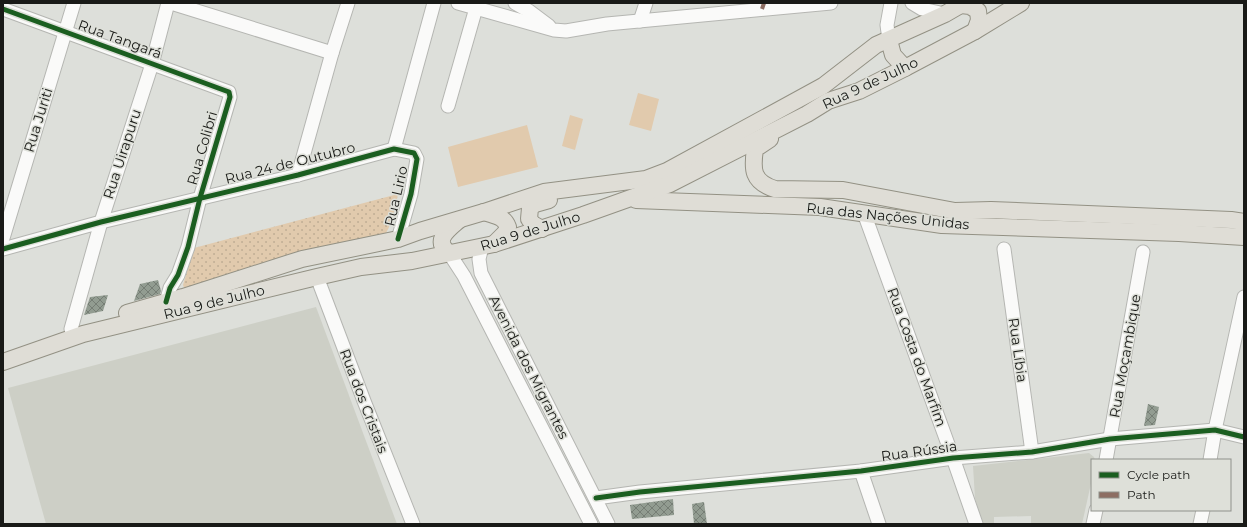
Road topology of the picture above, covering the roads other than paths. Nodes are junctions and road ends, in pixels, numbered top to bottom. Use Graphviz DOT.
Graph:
graph roads {
  1 [pos="74,3"];
  2 [pos="170,3"];
  3 [pos="348,3"];
  4 [pos="434,3"];
  5 [pos="515,3"];
  6 [pos="646,3"];
  7 [pos="831,3"];
  8 [pos="891,3"];
  9 [pos="912,3"];
  10 [pos="1021,3"];
  11 [pos="962,4"];
  12 [pos="466,5"];
  13 [pos="763,6"];
  14 [pos="3,9"];
  15 [pos="529,12"];
  16 [pos="945,14"];
  17 [pos="640,21"];
  18 [pos="975,31"];
  19 [pos="64,32"];
  20 [pos="889,40"];
  21 [pos="332,53"];
  22 [pos="152,64"];
  23 [pos="905,68"];
  24 [pos="229,92"];
  25 [pos="448,106"];
  26 [pos="807,114"];
  27 [pos="394,149"];
  28 [pos="417,159"];
  29 [pos="298,175"];
  30 [pos="646,179"];
  31 [pos="200,198"];
  32 [pos="628,200"];
  33 [pos="484,212"];
  34 [pos="864,213"];
  35 [pos="463,218"];
  36 [pos="100,222"];
  37 [pos="1244,222"];
  38 [pos="542,229"];
  39 [pos="1244,237"];
  40 [pos="3,238"];
  41 [pos="398,238"];
  42 [pos="367,246"];
  43 [pos="488,246"];
  44 [pos="3,249"];
  45 [pos="1004,249"];
  46 [pos="1143,252"];
  47 [pos="449,253"];
  48 [pos="178,275"];
  49 [pos="317,277"];
  50 [pos="1244,297"];
  51 [pos="166,302"];
  52 [pos="186,303"];
  53 [pos="71,329"];
  54 [pos="3,350"];
  55 [pos="3,362"];
  56 [pos="542,428"];
  57 [pos="1215,430"];
  58 [pos="1244,436"];
  59 [pos="1110,439"];
  60 [pos="1032,452"];
  61 [pos="953,458"];
  62 [pos="1106,459"];
  63 [pos="1210,459"];
  64 [pos="860,471"];
  65 [pos="589,485"];
  66 [pos="596,498"];
  67 [pos="1096,511"];
  68 [pos="1203,511"];
  69 [pos="413,524"];
  70 [pos="591,524"];
  71 [pos="608,524"];
  72 [pos="879,524"];
  73 [pos="976,524"];
  74 [pos="1093,524"];
  75 [pos="1200,524"];
  1 -- 19 [label="street, Rua Juriti"];
  2 -- 21 [label="street"];
  2 -- 22 [label="street, Rua Uirapuru"];
  3 -- 21 [label="street"];
  4 -- 27 [label="street"];
  5 -- 15 [label="street"];
  6 -- 17 [label="street"];
  7 -- 13 [label="street"];
  8 -- 20 [label="street"];
  9 -- 16 [label="street"];
  10 -- 18 [label="main road, Rua 9 de Julho"];
  11 -- 16 [label="main road, Rua 9 de Julho"];
  11 -- 18 [label="main road"];
  12 -- 15 [label="street"];
  12 -- 25 [label="street"];
  13 -- 17 [label="street"];
  14 -- 19 [label="street, Rua Tangará"];
  15 -- 17 [label="street"];
  16 -- 20 [label="main road, Rua 9 de Julho"];
  18 -- 23 [label="main road, Rua 9 de Julho"];
  19 -- 22 [label="street, Rua Tangará"];
  19 -- 40 [label="street, Rua Juriti"];
  20 -- 23 [label="main road"];
  20 -- 30 [label="main road, Rua 9 de Julho"];
  21 -- 29 [label="street"];
  22 -- 24 [label="street, Rua Tangará"];
  22 -- 36 [label="street, Rua Uirapuru"];
  23 -- 26 [label="main road, Rua 9 de Julho"];
  24 -- 31 [label="street, Rua Colibri"];
  26 -- 32 [label="main road, Rua 9 de Julho"];
  26 -- 37 [label="main road, Rua das Nações Unidas"];
  27 -- 28 [label="street, Rua 24 de Outubro"];
  27 -- 29 [label="street, Rua 24 de Outubro"];
  28 -- 41 [label="street, Rua Lirio"];
  29 -- 31 [label="street, Rua 24 de Outubro"];
  30 -- 33 [label="main road, Rua 9 de Julho"];
  30 -- 38 [label="main road"];
  31 -- 36 [label="street, Rua 24 de Outubro"];
  31 -- 48 [label="street, Rua Colibri"];
  32 -- 34 [label="main road, Rua das Nações Unidas"];
  32 -- 38 [label="main road, Rua 9 de Julho"];
  33 -- 35 [label="main road, Rua 9 de Julho"];
  33 -- 43 [label="main road"];
  34 -- 39 [label="main road, Rua das Nações Unidas"];
  34 -- 61 [label="street, Rua Costa do Marfim"];
  35 -- 41 [label="main road, Rua 9 de Julho"];
  35 -- 47 [label="main road"];
  36 -- 44 [label="street, Rua 24 de Outubro"];
  36 -- 53 [label="street, Rua Uirapuru"];
  38 -- 43 [label="main road, Rua 9 de Julho"];
  41 -- 42 [label="main road, Rua 9 de Julho"];
  42 -- 49 [label="main road"];
  42 -- 52 [label="main road, Rua 9 de Julho"];
  43 -- 47 [label="main road, Rua 9 de Julho"];
  43 -- 65 [label="street, Avenida dos Migrantes"];
  45 -- 60 [label="street, Rua Líbia"];
  46 -- 59 [label="street, Rua Moçambique"];
  47 -- 49 [label="main road, Rua 9 de Julho"];
  47 -- 56 [label="street, Avenida dos Migrantes"];
  48 -- 51 [label="street, Rua Colibri"];
  48 -- 52 [label="street, Rua Colibri"];
  49 -- 52 [label="main road, Rua 9 de Julho"];
  49 -- 69 [label="street, Rua dos Cristais"];
  50 -- 57 [label="street"];
  51 -- 52 [label="main road, Rua 9 de Julho"];
  51 -- 53 [label="main road, Rua 9 de Julho"];
  52 -- 55 [label="main road, Rua 9 de Julho"];
  53 -- 54 [label="main road, Rua 9 de Julho"];
  56 -- 65 [label="street, Avenida dos Migrantes"];
  56 -- 70 [label="street, Avenida dos Migrantes"];
  57 -- 58 [label="street, Rua Rússia"];
  57 -- 59 [label="street, Rua Rússia"];
  57 -- 63 [label="street"];
  59 -- 60 [label="street, Rua Rússia"];
  59 -- 62 [label="street, Rua Moçambique"];
  60 -- 61 [label="street, Rua Rússia"];
  61 -- 64 [label="street, Rua Rússia"];
  61 -- 73 [label="street, Rua Costa do Marfim"];
  64 -- 66 [label="street, Rua Rússia"];
  64 -- 72 [label="street"];
  65 -- 66 [label="street, Avenida dos Migrantes"];
  66 -- 71 [label="street, Avenida dos Migrantes"];
  67 -- 74 [label="street"];
  68 -- 75 [label="street"];
}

=======

The whole listing above must be set down again exactly, but without its images.

### Response to the task
Road topology of the picture above, covering the roads other than paths. Nodes are junctions and road ends, in pixels, numbered top to bottom. Use Graphviz DOT.
Graph:
graph roads {
  1 [pos="74,3"];
  2 [pos="170,3"];
  3 [pos="348,3"];
  4 [pos="434,3"];
  5 [pos="515,3"];
  6 [pos="646,3"];
  7 [pos="831,3"];
  8 [pos="891,3"];
  9 [pos="912,3"];
  10 [pos="1021,3"];
  11 [pos="962,4"];
  12 [pos="466,5"];
  13 [pos="763,6"];
  14 [pos="3,9"];
  15 [pos="529,12"];
  16 [pos="945,14"];
  17 [pos="640,21"];
  18 [pos="975,31"];
  19 [pos="64,32"];
  20 [pos="889,40"];
  21 [pos="332,53"];
  22 [pos="152,64"];
  23 [pos="905,68"];
  24 [pos="229,92"];
  25 [pos="448,106"];
  26 [pos="807,114"];
  27 [pos="394,149"];
  28 [pos="417,159"];
  29 [pos="298,175"];
  30 [pos="646,179"];
  31 [pos="200,198"];
  32 [pos="628,200"];
  33 [pos="484,212"];
  34 [pos="864,213"];
  35 [pos="463,218"];
  36 [pos="100,222"];
  37 [pos="1244,222"];
  38 [pos="542,229"];
  39 [pos="1244,237"];
  40 [pos="3,238"];
  41 [pos="398,238"];
  42 [pos="367,246"];
  43 [pos="488,246"];
  44 [pos="3,249"];
  45 [pos="1004,249"];
  46 [pos="1143,252"];
  47 [pos="449,253"];
  48 [pos="178,275"];
  49 [pos="317,277"];
  50 [pos="1244,297"];
  51 [pos="166,302"];
  52 [pos="186,303"];
  53 [pos="71,329"];
  54 [pos="3,350"];
  55 [pos="3,362"];
  56 [pos="542,428"];
  57 [pos="1215,430"];
  58 [pos="1244,436"];
  59 [pos="1110,439"];
  60 [pos="1032,452"];
  61 [pos="953,458"];
  62 [pos="1106,459"];
  63 [pos="1210,459"];
  64 [pos="860,471"];
  65 [pos="589,485"];
  66 [pos="596,498"];
  67 [pos="1096,511"];
  68 [pos="1203,511"];
  69 [pos="413,524"];
  70 [pos="591,524"];
  71 [pos="608,524"];
  72 [pos="879,524"];
  73 [pos="976,524"];
  74 [pos="1093,524"];
  75 [pos="1200,524"];
  1 -- 19 [label="street, Rua Juriti"];
  2 -- 21 [label="street"];
  2 -- 22 [label="street, Rua Uirapuru"];
  3 -- 21 [label="street"];
  4 -- 27 [label="street"];
  5 -- 15 [label="street"];
  6 -- 17 [label="street"];
  7 -- 13 [label="street"];
  8 -- 20 [label="street"];
  9 -- 16 [label="street"];
  10 -- 18 [label="main road, Rua 9 de Julho"];
  11 -- 16 [label="main road, Rua 9 de Julho"];
  11 -- 18 [label="main road"];
  12 -- 15 [label="street"];
  12 -- 25 [label="street"];
  13 -- 17 [label="street"];
  14 -- 19 [label="street, Rua Tangará"];
  15 -- 17 [label="street"];
  16 -- 20 [label="main road, Rua 9 de Julho"];
  18 -- 23 [label="main road, Rua 9 de Julho"];
  19 -- 22 [label="street, Rua Tangará"];
  19 -- 40 [label="street, Rua Juriti"];
  20 -- 23 [label="main road"];
  20 -- 30 [label="main road, Rua 9 de Julho"];
  21 -- 29 [label="street"];
  22 -- 24 [label="street, Rua Tangará"];
  22 -- 36 [label="street, Rua Uirapuru"];
  23 -- 26 [label="main road, Rua 9 de Julho"];
  24 -- 31 [label="street, Rua Colibri"];
  26 -- 32 [label="main road, Rua 9 de Julho"];
  26 -- 37 [label="main road, Rua das Nações Unidas"];
  27 -- 28 [label="street, Rua 24 de Outubro"];
  27 -- 29 [label="street, Rua 24 de Outubro"];
  28 -- 41 [label="street, Rua Lirio"];
  29 -- 31 [label="street, Rua 24 de Outubro"];
  30 -- 33 [label="main road, Rua 9 de Julho"];
  30 -- 38 [label="main road"];
  31 -- 36 [label="street, Rua 24 de Outubro"];
  31 -- 48 [label="street, Rua Colibri"];
  32 -- 34 [label="main road, Rua das Nações Unidas"];
  32 -- 38 [label="main road, Rua 9 de Julho"];
  33 -- 35 [label="main road, Rua 9 de Julho"];
  33 -- 43 [label="main road"];
  34 -- 39 [label="main road, Rua das Nações Unidas"];
  34 -- 61 [label="street, Rua Costa do Marfim"];
  35 -- 41 [label="main road, Rua 9 de Julho"];
  35 -- 47 [label="main road"];
  36 -- 44 [label="street, Rua 24 de Outubro"];
  36 -- 53 [label="street, Rua Uirapuru"];
  38 -- 43 [label="main road, Rua 9 de Julho"];
  41 -- 42 [label="main road, Rua 9 de Julho"];
  42 -- 49 [label="main road"];
  42 -- 52 [label="main road, Rua 9 de Julho"];
  43 -- 47 [label="main road, Rua 9 de Julho"];
  43 -- 65 [label="street, Avenida dos Migrantes"];
  45 -- 60 [label="street, Rua Líbia"];
  46 -- 59 [label="street, Rua Moçambique"];
  47 -- 49 [label="main road, Rua 9 de Julho"];
  47 -- 56 [label="street, Avenida dos Migrantes"];
  48 -- 51 [label="street, Rua Colibri"];
  48 -- 52 [label="street, Rua Colibri"];
  49 -- 52 [label="main road, Rua 9 de Julho"];
  49 -- 69 [label="street, Rua dos Cristais"];
  50 -- 57 [label="street"];
  51 -- 52 [label="main road, Rua 9 de Julho"];
  51 -- 53 [label="main road, Rua 9 de Julho"];
  52 -- 55 [label="main road, Rua 9 de Julho"];
  53 -- 54 [label="main road, Rua 9 de Julho"];
  56 -- 65 [label="street, Avenida dos Migrantes"];
  56 -- 70 [label="street, Avenida dos Migrantes"];
  57 -- 58 [label="street, Rua Rússia"];
  57 -- 59 [label="street, Rua Rússia"];
  57 -- 63 [label="street"];
  59 -- 60 [label="street, Rua Rússia"];
  59 -- 62 [label="street, Rua Moçambique"];
  60 -- 61 [label="street, Rua Rússia"];
  61 -- 64 [label="street, Rua Rússia"];
  61 -- 73 [label="street, Rua Costa do Marfim"];
  64 -- 66 [label="street, Rua Rússia"];
  64 -- 72 [label="street"];
  65 -- 66 [label="street, Avenida dos Migrantes"];
  66 -- 71 [label="street, Avenida dos Migrantes"];
  67 -- 74 [label="street"];
  68 -- 75 [label="street"];
}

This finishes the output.